**Data:**
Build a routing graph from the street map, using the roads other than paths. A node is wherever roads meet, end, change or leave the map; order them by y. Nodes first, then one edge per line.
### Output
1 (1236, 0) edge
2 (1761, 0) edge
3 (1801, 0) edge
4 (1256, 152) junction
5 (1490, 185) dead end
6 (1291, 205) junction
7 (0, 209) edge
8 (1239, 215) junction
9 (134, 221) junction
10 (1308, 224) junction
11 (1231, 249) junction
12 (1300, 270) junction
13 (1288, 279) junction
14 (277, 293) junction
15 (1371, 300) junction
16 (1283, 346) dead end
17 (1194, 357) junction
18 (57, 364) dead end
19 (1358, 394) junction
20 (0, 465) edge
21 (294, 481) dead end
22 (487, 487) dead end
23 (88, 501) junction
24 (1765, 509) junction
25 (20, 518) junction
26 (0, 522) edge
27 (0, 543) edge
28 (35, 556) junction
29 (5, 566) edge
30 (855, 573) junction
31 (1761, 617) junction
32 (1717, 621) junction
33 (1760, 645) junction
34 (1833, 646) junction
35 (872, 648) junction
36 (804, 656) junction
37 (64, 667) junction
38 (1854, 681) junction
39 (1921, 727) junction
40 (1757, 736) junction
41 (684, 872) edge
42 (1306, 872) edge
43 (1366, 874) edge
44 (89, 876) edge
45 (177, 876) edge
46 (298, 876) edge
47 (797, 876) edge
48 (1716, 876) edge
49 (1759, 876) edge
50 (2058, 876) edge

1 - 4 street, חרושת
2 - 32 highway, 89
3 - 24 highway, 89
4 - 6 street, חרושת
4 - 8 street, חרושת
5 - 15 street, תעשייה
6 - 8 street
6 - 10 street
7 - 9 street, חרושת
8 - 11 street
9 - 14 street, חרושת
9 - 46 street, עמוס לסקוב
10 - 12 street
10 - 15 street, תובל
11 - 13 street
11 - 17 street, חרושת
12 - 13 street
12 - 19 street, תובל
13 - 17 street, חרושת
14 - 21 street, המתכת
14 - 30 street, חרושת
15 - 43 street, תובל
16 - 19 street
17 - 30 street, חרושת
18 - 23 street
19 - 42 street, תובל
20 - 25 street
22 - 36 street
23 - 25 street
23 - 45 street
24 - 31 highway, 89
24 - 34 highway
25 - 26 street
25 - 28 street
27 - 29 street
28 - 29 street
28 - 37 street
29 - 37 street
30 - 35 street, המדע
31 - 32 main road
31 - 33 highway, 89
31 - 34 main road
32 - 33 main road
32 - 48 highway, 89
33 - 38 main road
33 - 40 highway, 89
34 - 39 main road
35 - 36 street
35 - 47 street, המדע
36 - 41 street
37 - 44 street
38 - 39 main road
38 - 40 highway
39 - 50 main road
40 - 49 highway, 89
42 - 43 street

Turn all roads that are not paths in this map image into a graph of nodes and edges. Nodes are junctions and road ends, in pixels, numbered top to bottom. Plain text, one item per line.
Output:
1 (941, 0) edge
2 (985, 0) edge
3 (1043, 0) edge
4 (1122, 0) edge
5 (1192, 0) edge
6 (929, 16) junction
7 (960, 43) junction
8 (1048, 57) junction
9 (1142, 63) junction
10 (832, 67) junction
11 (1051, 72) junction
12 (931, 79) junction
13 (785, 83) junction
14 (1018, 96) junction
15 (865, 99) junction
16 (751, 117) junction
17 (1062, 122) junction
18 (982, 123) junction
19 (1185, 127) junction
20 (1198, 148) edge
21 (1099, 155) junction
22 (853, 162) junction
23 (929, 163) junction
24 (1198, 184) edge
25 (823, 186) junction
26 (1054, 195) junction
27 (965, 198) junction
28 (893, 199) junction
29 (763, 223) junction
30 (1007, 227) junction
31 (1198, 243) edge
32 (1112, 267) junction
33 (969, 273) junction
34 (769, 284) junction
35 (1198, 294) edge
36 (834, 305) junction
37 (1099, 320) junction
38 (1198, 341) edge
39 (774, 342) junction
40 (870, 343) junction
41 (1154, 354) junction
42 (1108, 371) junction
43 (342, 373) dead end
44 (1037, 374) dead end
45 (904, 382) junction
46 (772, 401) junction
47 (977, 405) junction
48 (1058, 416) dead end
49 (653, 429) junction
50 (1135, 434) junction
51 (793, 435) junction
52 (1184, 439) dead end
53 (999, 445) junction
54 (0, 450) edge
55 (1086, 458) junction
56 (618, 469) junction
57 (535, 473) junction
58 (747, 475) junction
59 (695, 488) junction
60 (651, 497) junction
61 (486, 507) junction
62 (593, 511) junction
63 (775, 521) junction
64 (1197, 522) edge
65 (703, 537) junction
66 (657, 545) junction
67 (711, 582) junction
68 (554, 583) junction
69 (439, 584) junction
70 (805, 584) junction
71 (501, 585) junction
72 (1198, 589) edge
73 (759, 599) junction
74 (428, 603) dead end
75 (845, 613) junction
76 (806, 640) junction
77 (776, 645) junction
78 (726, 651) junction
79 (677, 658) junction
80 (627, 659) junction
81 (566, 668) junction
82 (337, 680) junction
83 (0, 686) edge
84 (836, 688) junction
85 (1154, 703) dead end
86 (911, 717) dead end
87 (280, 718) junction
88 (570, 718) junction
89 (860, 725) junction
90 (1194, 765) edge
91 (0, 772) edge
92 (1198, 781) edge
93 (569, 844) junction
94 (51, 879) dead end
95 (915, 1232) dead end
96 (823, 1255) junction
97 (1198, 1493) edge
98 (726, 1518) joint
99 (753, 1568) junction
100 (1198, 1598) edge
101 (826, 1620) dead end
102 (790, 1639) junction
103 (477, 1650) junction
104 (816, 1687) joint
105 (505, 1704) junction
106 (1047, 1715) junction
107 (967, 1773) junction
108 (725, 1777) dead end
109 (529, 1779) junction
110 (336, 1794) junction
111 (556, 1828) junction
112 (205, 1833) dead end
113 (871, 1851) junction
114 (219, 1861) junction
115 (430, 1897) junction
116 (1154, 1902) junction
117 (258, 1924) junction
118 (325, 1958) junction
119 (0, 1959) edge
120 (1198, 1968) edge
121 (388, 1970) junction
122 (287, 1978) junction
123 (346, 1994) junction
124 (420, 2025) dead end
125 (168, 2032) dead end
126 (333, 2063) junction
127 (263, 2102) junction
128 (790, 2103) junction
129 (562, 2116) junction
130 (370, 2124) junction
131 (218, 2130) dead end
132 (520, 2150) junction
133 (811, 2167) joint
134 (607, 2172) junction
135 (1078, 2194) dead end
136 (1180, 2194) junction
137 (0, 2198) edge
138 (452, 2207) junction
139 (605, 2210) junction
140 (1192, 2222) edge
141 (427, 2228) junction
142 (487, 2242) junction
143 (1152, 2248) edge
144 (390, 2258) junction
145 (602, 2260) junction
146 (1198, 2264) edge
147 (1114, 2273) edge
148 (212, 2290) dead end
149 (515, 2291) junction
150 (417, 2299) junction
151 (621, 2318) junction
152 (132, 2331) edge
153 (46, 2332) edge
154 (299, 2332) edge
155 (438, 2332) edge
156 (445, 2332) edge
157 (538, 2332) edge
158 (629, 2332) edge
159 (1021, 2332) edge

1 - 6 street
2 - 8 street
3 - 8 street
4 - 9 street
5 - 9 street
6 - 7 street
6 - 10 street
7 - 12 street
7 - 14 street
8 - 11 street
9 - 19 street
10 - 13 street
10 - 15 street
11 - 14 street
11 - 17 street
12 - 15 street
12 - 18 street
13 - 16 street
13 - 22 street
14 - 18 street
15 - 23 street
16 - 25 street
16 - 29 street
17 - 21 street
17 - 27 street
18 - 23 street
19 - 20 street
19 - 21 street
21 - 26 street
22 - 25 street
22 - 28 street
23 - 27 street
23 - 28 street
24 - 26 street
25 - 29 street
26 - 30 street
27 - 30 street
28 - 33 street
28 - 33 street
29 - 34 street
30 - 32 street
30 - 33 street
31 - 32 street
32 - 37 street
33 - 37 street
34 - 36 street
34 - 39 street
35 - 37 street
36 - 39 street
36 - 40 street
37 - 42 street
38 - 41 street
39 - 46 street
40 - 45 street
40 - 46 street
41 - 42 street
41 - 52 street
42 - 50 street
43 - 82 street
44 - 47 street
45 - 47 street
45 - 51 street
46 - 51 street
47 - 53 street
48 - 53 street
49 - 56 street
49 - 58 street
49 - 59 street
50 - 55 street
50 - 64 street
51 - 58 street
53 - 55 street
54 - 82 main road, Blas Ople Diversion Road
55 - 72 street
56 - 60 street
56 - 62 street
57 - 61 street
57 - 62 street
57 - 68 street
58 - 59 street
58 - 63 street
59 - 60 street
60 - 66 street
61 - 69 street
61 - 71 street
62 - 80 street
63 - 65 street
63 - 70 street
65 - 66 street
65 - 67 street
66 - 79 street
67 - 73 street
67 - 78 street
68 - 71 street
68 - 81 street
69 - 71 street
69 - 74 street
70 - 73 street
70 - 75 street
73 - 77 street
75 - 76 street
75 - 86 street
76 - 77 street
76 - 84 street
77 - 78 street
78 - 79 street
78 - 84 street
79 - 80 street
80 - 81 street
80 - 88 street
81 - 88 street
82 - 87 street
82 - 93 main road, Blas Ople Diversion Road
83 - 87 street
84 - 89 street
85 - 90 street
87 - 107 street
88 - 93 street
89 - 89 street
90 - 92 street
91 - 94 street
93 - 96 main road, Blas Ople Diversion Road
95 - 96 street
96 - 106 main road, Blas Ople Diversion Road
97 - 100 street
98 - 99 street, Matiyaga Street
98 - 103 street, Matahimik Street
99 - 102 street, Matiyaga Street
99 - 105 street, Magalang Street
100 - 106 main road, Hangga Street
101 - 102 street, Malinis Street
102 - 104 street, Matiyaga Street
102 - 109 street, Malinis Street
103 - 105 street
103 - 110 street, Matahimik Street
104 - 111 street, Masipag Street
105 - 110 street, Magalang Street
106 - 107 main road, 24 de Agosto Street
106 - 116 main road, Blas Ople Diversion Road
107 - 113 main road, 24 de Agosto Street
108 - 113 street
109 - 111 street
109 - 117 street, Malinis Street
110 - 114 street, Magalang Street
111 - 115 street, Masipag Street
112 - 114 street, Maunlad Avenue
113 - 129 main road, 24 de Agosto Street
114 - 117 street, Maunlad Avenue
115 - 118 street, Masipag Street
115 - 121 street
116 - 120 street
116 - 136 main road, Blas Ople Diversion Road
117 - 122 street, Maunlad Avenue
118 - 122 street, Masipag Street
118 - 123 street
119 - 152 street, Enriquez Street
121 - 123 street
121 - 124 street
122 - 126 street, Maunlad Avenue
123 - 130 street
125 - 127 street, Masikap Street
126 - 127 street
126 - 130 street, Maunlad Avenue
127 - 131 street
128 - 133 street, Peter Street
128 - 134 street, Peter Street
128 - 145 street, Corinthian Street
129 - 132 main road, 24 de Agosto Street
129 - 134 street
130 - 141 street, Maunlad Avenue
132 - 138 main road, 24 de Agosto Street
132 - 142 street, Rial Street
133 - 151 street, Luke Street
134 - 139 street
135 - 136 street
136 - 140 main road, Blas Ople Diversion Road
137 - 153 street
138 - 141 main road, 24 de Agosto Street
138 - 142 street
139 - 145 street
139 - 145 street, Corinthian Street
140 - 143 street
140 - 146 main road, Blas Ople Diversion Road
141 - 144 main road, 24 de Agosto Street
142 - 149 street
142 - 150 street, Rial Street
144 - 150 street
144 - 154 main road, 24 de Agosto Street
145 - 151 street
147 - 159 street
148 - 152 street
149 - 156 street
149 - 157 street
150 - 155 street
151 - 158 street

**Task objective:** Exactly how many lines in the listing above hold the string "Blas"? State the number by itself.

**Answer to this problem:** 8